» **Assignment**
Please retype all of the data below, word for word.

*-*-*

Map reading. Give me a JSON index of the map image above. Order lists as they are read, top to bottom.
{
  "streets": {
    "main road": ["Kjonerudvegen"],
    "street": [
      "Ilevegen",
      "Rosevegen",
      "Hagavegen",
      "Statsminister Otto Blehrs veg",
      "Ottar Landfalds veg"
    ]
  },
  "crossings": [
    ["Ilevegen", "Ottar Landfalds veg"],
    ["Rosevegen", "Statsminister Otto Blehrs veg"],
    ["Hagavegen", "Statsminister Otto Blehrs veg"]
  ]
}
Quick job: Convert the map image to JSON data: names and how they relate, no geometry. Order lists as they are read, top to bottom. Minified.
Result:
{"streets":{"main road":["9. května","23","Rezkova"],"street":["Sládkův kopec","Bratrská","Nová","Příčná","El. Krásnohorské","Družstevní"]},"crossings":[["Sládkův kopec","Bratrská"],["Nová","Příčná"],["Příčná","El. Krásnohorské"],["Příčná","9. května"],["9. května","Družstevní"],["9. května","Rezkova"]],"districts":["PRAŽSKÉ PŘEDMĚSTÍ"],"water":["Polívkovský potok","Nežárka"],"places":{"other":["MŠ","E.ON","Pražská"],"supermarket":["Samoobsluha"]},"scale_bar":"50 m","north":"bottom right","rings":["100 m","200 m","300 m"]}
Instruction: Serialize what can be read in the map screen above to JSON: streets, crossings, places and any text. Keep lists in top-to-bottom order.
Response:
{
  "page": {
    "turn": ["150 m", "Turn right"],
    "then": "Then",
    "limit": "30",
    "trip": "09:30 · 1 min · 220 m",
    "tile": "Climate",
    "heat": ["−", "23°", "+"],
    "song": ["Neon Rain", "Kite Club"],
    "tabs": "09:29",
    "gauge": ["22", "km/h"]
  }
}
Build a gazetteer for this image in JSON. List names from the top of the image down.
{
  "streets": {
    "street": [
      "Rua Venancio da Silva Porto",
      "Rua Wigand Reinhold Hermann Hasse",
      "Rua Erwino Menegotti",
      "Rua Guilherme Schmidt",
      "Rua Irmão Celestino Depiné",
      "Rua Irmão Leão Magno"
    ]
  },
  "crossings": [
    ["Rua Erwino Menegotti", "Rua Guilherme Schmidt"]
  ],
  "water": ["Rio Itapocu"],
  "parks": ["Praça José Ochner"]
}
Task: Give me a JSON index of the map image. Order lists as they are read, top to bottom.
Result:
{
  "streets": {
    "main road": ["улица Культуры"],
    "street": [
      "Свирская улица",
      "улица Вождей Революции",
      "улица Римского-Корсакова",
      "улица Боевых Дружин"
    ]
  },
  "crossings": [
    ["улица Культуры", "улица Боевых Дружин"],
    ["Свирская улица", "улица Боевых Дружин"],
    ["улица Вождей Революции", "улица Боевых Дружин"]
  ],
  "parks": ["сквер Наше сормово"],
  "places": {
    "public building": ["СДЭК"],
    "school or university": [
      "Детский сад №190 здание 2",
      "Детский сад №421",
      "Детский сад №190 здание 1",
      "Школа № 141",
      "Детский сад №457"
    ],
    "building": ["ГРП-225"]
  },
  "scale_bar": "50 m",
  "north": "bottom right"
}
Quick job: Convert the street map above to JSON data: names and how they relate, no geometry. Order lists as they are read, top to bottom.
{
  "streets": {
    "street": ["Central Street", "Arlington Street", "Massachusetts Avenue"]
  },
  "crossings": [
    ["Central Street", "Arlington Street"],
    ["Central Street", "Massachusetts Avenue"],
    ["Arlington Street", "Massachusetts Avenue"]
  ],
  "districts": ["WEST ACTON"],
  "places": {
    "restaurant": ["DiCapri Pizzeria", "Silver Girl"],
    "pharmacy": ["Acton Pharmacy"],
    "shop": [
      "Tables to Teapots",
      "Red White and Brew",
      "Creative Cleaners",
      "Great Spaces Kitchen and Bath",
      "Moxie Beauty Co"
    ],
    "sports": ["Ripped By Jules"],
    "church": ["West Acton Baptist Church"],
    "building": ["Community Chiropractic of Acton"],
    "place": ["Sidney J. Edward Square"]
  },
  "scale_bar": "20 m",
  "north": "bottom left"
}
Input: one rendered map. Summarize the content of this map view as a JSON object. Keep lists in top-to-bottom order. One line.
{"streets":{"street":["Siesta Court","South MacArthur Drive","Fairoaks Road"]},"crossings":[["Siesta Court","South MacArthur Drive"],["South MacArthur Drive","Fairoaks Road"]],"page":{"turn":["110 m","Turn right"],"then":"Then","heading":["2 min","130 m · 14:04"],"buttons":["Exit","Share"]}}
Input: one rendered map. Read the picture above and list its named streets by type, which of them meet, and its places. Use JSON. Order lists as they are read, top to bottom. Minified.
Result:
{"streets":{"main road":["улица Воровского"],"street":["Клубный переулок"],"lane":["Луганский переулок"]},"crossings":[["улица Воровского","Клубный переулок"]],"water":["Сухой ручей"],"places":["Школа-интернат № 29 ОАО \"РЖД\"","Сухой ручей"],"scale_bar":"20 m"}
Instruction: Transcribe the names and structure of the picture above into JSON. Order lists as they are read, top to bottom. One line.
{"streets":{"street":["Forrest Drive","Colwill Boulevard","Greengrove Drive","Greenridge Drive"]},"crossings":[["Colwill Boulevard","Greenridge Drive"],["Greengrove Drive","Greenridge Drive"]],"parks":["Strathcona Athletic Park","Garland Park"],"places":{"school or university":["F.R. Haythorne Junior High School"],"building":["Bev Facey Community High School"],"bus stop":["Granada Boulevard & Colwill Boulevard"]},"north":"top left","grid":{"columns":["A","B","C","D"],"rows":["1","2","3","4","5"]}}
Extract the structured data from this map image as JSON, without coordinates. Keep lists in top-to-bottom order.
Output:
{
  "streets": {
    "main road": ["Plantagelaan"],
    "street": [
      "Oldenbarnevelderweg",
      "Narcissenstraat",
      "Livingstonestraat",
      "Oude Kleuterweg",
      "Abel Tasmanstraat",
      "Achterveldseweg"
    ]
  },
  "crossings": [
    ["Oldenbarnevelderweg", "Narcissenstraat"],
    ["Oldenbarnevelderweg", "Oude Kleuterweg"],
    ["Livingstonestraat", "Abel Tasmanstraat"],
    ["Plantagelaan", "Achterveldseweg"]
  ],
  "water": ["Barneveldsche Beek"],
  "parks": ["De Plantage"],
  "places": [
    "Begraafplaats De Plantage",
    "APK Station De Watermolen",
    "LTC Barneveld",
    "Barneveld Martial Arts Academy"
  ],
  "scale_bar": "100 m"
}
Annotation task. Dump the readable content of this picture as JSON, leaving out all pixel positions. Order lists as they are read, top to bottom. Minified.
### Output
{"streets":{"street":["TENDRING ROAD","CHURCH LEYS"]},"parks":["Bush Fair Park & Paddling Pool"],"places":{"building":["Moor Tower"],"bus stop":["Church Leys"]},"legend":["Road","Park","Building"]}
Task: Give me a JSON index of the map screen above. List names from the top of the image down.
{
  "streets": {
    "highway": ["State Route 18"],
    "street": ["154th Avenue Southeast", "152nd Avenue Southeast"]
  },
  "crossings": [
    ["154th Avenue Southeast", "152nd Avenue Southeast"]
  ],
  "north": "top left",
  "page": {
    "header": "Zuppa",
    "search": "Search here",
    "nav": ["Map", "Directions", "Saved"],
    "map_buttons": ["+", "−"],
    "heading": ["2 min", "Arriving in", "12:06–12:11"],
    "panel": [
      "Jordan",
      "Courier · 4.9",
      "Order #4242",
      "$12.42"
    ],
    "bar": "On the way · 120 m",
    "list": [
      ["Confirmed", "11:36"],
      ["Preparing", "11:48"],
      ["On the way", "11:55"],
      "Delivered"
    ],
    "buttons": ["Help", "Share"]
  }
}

*-*-*

» **Problem solution**
Map reading. Give me a JSON index of the map image above. Order lists as they are read, top to bottom.
{
  "streets": {
    "main road": ["Kjonerudvegen"],
    "street": [
      "Ilevegen",
      "Rosevegen",
      "Hagavegen",
      "Statsminister Otto Blehrs veg",
      "Ottar Landfalds veg"
    ]
  },
  "crossings": [
    ["Ilevegen", "Ottar Landfalds veg"],
    ["Rosevegen", "Statsminister Otto Blehrs veg"],
    ["Hagavegen", "Statsminister Otto Blehrs veg"]
  ]
}
Quick job: Convert the map image to JSON data: names and how they relate, no geometry. Order lists as they are read, top to bottom. Minified.
Result:
{"streets":{"main road":["9. května","23","Rezkova"],"street":["Sládkův kopec","Bratrská","Nová","Příčná","El. Krásnohorské","Družstevní"]},"crossings":[["Sládkův kopec","Bratrská"],["Nová","Příčná"],["Příčná","El. Krásnohorské"],["Příčná","9. května"],["9. května","Družstevní"],["9. května","Rezkova"]],"districts":["PRAŽSKÉ PŘEDMĚSTÍ"],"water":["Polívkovský potok","Nežárka"],"places":{"other":["MŠ","E.ON","Pražská"],"supermarket":["Samoobsluha"]},"scale_bar":"50 m","north":"bottom right","rings":["100 m","200 m","300 m"]}
Instruction: Serialize what can be read in the map screen above to JSON: streets, crossings, places and any text. Keep lists in top-to-bottom order.
Response:
{
  "page": {
    "turn": ["150 m", "Turn right"],
    "then": "Then",
    "limit": "30",
    "trip": "09:30 · 1 min · 220 m",
    "tile": "Climate",
    "heat": ["−", "23°", "+"],
    "song": ["Neon Rain", "Kite Club"],
    "tabs": "09:29",
    "gauge": ["22", "km/h"]
  }
}
Build a gazetteer for this image in JSON. List names from the top of the image down.
{
  "streets": {
    "street": [
      "Rua Venancio da Silva Porto",
      "Rua Wigand Reinhold Hermann Hasse",
      "Rua Erwino Menegotti",
      "Rua Guilherme Schmidt",
      "Rua Irmão Celestino Depiné",
      "Rua Irmão Leão Magno"
    ]
  },
  "crossings": [
    ["Rua Erwino Menegotti", "Rua Guilherme Schmidt"]
  ],
  "water": ["Rio Itapocu"],
  "parks": ["Praça José Ochner"]
}
Task: Give me a JSON index of the map image. Order lists as they are read, top to bottom.
Result:
{
  "streets": {
    "main road": ["улица Культуры"],
    "street": [
      "Свирская улица",
      "улица Вождей Революции",
      "улица Римского-Корсакова",
      "улица Боевых Дружин"
    ]
  },
  "crossings": [
    ["улица Культуры", "улица Боевых Дружин"],
    ["Свирская улица", "улица Боевых Дружин"],
    ["улица Вождей Революции", "улица Боевых Дружин"]
  ],
  "parks": ["сквер Наше сормово"],
  "places": {
    "public building": ["СДЭК"],
    "school or university": [
      "Детский сад №190 здание 2",
      "Детский сад №421",
      "Детский сад №190 здание 1",
      "Школа № 141",
      "Детский сад №457"
    ],
    "building": ["ГРП-225"]
  },
  "scale_bar": "50 m",
  "north": "bottom right"
}
Quick job: Convert the street map above to JSON data: names and how they relate, no geometry. Order lists as they are read, top to bottom.
{
  "streets": {
    "street": ["Central Street", "Arlington Street", "Massachusetts Avenue"]
  },
  "crossings": [
    ["Central Street", "Arlington Street"],
    ["Central Street", "Massachusetts Avenue"],
    ["Arlington Street", "Massachusetts Avenue"]
  ],
  "districts": ["WEST ACTON"],
  "places": {
    "restaurant": ["DiCapri Pizzeria", "Silver Girl"],
    "pharmacy": ["Acton Pharmacy"],
    "shop": [
      "Tables to Teapots",
      "Red White and Brew",
      "Creative Cleaners",
      "Great Spaces Kitchen and Bath",
      "Moxie Beauty Co"
    ],
    "sports": ["Ripped By Jules"],
    "church": ["West Acton Baptist Church"],
    "building": ["Community Chiropractic of Acton"],
    "place": ["Sidney J. Edward Square"]
  },
  "scale_bar": "20 m",
  "north": "bottom left"
}
Input: one rendered map. Summarize the content of this map view as a JSON object. Keep lists in top-to-bottom order. One line.
{"streets":{"street":["Siesta Court","South MacArthur Drive","Fairoaks Road"]},"crossings":[["Siesta Court","South MacArthur Drive"],["South MacArthur Drive","Fairoaks Road"]],"page":{"turn":["110 m","Turn right"],"then":"Then","heading":["2 min","130 m · 14:04"],"buttons":["Exit","Share"]}}
Input: one rendered map. Read the picture above and list its named streets by type, which of them meet, and its places. Use JSON. Order lists as they are read, top to bottom. Minified.
Result:
{"streets":{"main road":["улица Воровского"],"street":["Клубный переулок"],"lane":["Луганский переулок"]},"crossings":[["улица Воровского","Клубный переулок"]],"water":["Сухой ручей"],"places":["Школа-интернат № 29 ОАО \"РЖД\"","Сухой ручей"],"scale_bar":"20 m"}
Instruction: Transcribe the names and structure of the picture above into JSON. Order lists as they are read, top to bottom. One line.
{"streets":{"street":["Forrest Drive","Colwill Boulevard","Greengrove Drive","Greenridge Drive"]},"crossings":[["Colwill Boulevard","Greenridge Drive"],["Greengrove Drive","Greenridge Drive"]],"parks":["Strathcona Athletic Park","Garland Park"],"places":{"school or university":["F.R. Haythorne Junior High School"],"building":["Bev Facey Community High School"],"bus stop":["Granada Boulevard & Colwill Boulevard"]},"north":"top left","grid":{"columns":["A","B","C","D"],"rows":["1","2","3","4","5"]}}
Extract the structured data from this map image as JSON, without coordinates. Keep lists in top-to-bottom order.
Output:
{
  "streets": {
    "main road": ["Plantagelaan"],
    "street": [
      "Oldenbarnevelderweg",
      "Narcissenstraat",
      "Livingstonestraat",
      "Oude Kleuterweg",
      "Abel Tasmanstraat",
      "Achterveldseweg"
    ]
  },
  "crossings": [
    ["Oldenbarnevelderweg", "Narcissenstraat"],
    ["Oldenbarnevelderweg", "Oude Kleuterweg"],
    ["Livingstonestraat", "Abel Tasmanstraat"],
    ["Plantagelaan", "Achterveldseweg"]
  ],
  "water": ["Barneveldsche Beek"],
  "parks": ["De Plantage"],
  "places": [
    "Begraafplaats De Plantage",
    "APK Station De Watermolen",
    "LTC Barneveld",
    "Barneveld Martial Arts Academy"
  ],
  "scale_bar": "100 m"
}
Annotation task. Dump the readable content of this picture as JSON, leaving out all pixel positions. Order lists as they are read, top to bottom. Minified.
### Output
{"streets":{"street":["TENDRING ROAD","CHURCH LEYS"]},"parks":["Bush Fair Park & Paddling Pool"],"places":{"building":["Moor Tower"],"bus stop":["Church Leys"]},"legend":["Road","Park","Building"]}
Task: Give me a JSON index of the map screen above. List names from the top of the image down.
{
  "streets": {
    "highway": ["State Route 18"],
    "street": ["154th Avenue Southeast", "152nd Avenue Southeast"]
  },
  "crossings": [
    ["154th Avenue Southeast", "152nd Avenue Southeast"]
  ],
  "north": "top left",
  "page": {
    "header": "Zuppa",
    "search": "Search here",
    "nav": ["Map", "Directions", "Saved"],
    "map_buttons": ["+", "−"],
    "heading": ["2 min", "Arriving in", "12:06–12:11"],
    "panel": [
      "Jordan",
      "Courier · 4.9",
      "Order #4242",
      "$12.42"
    ],
    "bar": "On the way · 120 m",
    "list": [
      ["Confirmed", "11:36"],
      ["Preparing", "11:48"],
      ["On the way", "11:55"],
      "Delivered"
    ],
    "buttons": ["Help", "Share"]
  }
}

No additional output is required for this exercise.